Cisco Certified Community Passes Milestone
More than 50,000 Cisco certified individuals have signed up to take advantage of the company’s online bundle of free services, including learning games, webcast shows, certification updates, forums and other special offers, Cisco Systems Inc. announced. These benefits, which are offered exclusively to Cisco certification holders, are available on Cisco’s Certification Community Web site, a free knowledge-sharing portal launched last year.
Cisco Systems’ Senior Manager of Certifications Don Field said the number of Certification Community members demonstrated a high level of interest in raising awareness and knowledge of new products, programs and technologies. “It tells me that those folks who have earned a Cisco certification are genuinely interested in things about Cisco certifications because they may well be seeking additional certifications with us,” he said. “They’re interested in continuing to grow their capabilities in their chosen field or fields of endeavor. This provides an opportunity for that.”
The benefits the company offers to its certification holders, along with the quality of Cisco products and the reputation of its credentialing programs, were major selling points, Field said. “We recognize that those folks are making an investment, and we felt that there were things that we could do to provide additional tangible benefits that would support those individuals that made that investment. The Cisco Certification Community embodies a number of those benefits. It’s a combination of services we provide to members of our community.”
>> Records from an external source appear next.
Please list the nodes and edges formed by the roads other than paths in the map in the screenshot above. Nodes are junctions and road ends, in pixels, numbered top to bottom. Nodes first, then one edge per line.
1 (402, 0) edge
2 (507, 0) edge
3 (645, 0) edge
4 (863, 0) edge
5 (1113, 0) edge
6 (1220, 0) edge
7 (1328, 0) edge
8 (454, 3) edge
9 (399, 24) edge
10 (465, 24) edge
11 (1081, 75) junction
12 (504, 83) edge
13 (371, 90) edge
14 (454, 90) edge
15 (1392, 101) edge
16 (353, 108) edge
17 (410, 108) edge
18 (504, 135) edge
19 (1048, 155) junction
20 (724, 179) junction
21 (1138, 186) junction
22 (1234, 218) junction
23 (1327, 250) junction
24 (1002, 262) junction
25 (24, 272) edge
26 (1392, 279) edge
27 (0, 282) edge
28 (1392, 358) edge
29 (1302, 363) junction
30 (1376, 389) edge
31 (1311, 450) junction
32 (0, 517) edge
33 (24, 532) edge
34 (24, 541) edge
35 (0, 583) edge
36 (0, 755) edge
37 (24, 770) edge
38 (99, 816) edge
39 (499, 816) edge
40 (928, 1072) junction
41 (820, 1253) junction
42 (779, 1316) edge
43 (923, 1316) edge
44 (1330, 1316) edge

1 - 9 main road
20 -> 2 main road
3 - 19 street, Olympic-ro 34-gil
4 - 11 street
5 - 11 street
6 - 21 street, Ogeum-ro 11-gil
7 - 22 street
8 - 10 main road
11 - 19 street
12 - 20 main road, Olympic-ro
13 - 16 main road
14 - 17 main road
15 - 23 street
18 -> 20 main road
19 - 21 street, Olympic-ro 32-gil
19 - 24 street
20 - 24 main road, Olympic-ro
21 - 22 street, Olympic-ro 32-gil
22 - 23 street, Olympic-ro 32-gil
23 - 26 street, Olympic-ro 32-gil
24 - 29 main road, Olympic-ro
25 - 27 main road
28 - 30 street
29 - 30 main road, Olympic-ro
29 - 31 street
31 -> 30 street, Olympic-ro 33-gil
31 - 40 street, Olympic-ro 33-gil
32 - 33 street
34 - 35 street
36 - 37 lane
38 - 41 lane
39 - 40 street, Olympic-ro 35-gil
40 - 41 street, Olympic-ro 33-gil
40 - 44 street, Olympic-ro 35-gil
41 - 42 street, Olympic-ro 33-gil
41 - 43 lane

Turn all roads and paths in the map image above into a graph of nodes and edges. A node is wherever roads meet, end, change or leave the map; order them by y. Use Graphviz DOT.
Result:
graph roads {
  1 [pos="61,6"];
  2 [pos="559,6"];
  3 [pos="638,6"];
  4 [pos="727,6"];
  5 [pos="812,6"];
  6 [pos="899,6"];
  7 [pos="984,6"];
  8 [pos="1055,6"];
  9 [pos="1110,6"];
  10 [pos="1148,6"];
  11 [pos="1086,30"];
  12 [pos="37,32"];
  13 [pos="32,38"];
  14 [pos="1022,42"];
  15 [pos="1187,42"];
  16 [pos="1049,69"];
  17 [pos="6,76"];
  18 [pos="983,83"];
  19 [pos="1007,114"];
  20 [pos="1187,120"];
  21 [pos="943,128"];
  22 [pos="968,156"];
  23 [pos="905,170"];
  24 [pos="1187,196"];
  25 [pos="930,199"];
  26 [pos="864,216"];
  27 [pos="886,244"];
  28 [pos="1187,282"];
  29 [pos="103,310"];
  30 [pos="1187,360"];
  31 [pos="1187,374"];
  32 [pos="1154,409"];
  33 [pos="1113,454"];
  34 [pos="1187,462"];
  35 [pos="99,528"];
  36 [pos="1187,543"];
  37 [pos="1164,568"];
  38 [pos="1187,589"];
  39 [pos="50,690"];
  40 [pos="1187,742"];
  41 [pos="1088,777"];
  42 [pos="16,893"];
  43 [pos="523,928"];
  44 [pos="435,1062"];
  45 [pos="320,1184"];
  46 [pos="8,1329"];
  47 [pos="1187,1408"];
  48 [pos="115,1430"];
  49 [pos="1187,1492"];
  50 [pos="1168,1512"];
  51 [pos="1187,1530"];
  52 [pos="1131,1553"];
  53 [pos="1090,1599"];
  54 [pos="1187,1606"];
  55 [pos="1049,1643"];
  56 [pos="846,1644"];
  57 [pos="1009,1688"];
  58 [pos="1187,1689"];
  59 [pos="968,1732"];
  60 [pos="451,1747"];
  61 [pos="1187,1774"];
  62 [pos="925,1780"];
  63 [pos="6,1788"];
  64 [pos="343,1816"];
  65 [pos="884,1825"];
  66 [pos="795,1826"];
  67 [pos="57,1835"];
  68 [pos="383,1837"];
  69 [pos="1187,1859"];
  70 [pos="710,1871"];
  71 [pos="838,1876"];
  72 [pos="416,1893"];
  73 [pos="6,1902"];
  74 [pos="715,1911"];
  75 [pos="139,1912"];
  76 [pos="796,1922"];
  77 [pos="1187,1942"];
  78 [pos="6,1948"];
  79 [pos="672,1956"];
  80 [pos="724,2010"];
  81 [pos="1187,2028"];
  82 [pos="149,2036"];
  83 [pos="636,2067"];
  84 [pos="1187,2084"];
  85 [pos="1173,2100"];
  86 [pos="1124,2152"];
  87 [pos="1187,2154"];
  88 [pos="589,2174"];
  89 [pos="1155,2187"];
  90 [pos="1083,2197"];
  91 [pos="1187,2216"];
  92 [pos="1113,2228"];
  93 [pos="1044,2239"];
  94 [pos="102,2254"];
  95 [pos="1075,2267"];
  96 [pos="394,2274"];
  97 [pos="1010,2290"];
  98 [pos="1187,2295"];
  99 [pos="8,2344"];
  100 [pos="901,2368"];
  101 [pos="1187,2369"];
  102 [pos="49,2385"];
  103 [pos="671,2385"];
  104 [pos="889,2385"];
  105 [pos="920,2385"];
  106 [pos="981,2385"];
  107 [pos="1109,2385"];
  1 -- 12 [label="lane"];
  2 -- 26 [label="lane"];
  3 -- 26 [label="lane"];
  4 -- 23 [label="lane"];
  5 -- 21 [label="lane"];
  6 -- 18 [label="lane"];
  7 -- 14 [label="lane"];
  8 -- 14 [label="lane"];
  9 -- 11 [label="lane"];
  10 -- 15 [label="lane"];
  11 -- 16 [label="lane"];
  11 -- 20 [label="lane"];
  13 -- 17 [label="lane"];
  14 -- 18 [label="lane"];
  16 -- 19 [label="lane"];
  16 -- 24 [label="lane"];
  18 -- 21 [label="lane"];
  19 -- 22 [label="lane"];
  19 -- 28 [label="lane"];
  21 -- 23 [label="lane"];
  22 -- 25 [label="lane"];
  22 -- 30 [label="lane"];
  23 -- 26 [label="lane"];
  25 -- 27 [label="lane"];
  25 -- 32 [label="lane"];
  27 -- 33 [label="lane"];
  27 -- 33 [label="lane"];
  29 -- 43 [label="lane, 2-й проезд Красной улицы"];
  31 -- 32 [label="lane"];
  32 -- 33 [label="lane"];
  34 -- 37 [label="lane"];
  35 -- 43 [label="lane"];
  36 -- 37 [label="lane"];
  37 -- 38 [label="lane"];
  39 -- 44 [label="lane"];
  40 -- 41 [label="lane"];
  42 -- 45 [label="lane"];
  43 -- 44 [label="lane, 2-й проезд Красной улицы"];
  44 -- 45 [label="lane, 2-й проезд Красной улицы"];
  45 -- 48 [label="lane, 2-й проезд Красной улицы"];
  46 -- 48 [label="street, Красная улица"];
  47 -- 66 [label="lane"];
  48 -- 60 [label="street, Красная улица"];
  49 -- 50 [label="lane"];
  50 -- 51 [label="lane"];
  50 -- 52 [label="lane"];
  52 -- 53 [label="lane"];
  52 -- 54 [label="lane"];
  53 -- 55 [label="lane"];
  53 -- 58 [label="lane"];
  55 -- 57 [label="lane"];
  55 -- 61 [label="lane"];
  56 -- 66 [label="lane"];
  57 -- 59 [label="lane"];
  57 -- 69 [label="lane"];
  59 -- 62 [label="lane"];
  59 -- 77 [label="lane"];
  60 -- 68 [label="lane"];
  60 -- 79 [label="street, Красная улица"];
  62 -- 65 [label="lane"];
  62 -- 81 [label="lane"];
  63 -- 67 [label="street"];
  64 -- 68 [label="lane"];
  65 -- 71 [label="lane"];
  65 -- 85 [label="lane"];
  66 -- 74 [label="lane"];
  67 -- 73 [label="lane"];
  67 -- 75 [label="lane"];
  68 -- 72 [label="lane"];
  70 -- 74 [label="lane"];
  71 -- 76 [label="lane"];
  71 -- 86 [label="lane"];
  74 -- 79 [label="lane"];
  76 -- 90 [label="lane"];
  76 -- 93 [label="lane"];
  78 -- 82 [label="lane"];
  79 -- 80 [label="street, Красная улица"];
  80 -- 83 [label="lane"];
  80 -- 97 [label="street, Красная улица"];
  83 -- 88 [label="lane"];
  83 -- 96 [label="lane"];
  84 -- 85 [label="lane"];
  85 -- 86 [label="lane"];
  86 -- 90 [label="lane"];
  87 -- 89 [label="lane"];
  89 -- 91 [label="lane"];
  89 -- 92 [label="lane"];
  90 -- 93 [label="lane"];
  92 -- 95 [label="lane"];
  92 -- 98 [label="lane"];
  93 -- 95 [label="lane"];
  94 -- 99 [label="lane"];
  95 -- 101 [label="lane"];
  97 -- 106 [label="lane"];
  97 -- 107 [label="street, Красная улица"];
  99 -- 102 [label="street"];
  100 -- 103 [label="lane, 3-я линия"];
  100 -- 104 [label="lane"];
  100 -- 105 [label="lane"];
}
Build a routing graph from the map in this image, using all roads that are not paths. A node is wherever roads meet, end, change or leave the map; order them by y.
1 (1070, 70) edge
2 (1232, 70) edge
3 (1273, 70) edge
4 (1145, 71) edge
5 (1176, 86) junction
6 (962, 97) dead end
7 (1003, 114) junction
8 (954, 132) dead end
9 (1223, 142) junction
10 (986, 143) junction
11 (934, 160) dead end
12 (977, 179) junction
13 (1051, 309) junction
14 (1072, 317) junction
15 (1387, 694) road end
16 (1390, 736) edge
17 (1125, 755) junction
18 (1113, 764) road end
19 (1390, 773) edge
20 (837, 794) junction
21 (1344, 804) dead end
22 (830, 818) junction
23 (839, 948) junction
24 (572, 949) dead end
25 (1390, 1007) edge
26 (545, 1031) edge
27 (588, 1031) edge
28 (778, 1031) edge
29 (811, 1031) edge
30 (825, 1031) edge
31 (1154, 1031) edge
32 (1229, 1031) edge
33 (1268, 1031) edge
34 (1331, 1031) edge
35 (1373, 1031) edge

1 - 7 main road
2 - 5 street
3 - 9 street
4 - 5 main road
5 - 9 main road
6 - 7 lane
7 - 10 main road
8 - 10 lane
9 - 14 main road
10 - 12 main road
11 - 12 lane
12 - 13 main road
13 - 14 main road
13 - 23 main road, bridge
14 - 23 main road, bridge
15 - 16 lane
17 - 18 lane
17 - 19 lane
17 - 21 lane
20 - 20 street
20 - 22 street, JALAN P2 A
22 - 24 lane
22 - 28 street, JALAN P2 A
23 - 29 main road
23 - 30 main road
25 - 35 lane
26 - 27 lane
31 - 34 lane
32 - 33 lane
“All of these folks that are signed up on this community are, of course, certified, and anybody who’s certified has made an investment in learning,” added Nader Nanjiani, Cisco Systems’ marketing programs manager. “They also understand that in order to stay current in the field of networking, they’re going to do this on a regular basis. What we want to do is create a place where they can go and get direction, guidance, input, information, feedback on how to plan lifelong learning, not only from individuals and support people from Cisco, but also from each other.”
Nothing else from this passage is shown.